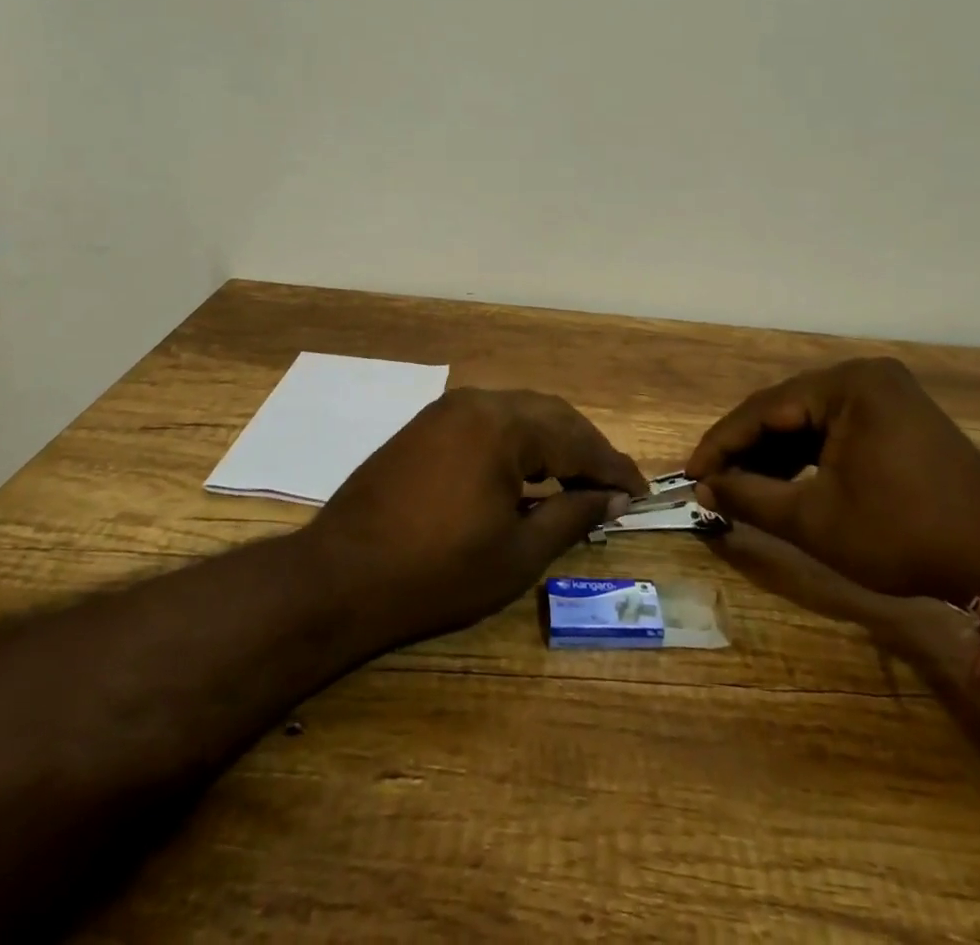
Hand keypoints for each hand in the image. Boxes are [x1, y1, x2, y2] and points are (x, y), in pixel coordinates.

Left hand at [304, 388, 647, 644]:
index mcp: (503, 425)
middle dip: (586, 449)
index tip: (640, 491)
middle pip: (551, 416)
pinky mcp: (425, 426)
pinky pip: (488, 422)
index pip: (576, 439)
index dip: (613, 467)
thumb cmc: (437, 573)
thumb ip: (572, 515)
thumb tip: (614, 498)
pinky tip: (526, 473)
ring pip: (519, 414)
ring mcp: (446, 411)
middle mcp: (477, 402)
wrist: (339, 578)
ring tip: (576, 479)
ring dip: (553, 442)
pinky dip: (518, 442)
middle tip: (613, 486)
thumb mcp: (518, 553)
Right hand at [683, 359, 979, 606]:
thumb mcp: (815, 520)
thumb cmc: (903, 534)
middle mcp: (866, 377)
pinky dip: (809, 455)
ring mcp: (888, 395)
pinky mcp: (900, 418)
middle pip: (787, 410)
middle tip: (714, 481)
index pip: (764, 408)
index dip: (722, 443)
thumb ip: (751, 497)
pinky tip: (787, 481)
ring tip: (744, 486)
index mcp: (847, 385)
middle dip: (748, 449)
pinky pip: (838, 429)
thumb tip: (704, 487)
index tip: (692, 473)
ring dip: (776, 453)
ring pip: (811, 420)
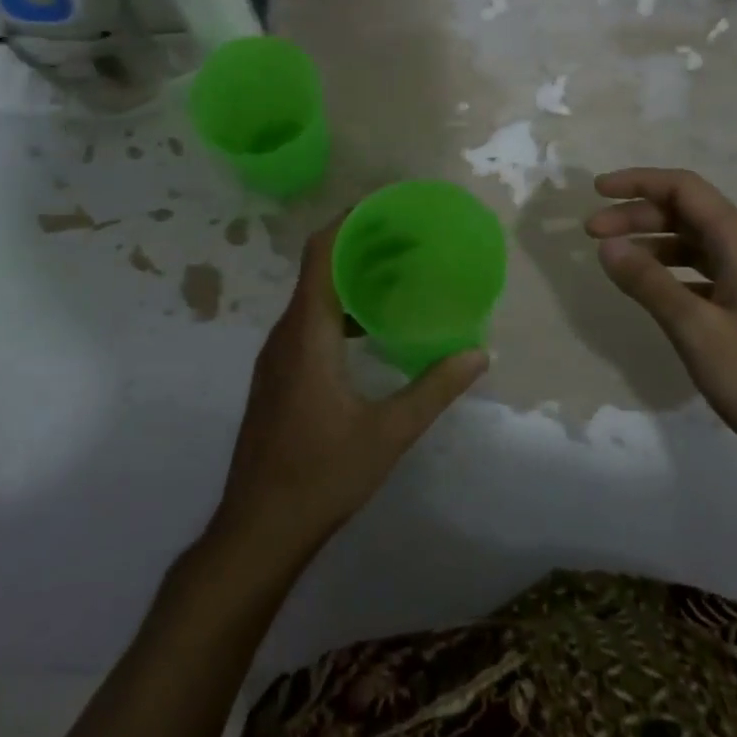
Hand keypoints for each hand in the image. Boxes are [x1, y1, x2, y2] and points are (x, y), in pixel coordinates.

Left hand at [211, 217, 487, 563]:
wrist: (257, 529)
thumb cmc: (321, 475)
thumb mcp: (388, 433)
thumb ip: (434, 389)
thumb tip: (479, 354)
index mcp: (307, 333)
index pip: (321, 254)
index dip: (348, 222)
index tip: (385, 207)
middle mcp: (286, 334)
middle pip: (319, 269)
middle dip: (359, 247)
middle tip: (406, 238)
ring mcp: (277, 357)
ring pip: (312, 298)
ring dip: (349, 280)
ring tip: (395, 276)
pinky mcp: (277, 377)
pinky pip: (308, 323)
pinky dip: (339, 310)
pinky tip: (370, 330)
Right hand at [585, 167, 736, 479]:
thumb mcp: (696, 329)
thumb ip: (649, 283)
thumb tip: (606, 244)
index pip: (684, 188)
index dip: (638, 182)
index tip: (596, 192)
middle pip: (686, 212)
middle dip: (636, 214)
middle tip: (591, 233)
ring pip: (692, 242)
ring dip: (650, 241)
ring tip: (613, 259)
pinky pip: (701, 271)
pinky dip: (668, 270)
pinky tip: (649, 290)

= = = =

### EXERCISE
The answer should contain only the lines from the beginning of the material above through the line with "middle pip: (551, 416)", retyped exactly, with the pictures removed.

### PROBLEM SOLUTION
Hand keypoints for each hand in the image. Boxes are [x1, y1, x2, y2] and points are (x, y), in pixel coordinates.

Left hand at [304, 388, 647, 644]:
index mcp: (503, 425)
middle dip: (586, 449)
index tip: (640, 491)
middle pip: (551, 416)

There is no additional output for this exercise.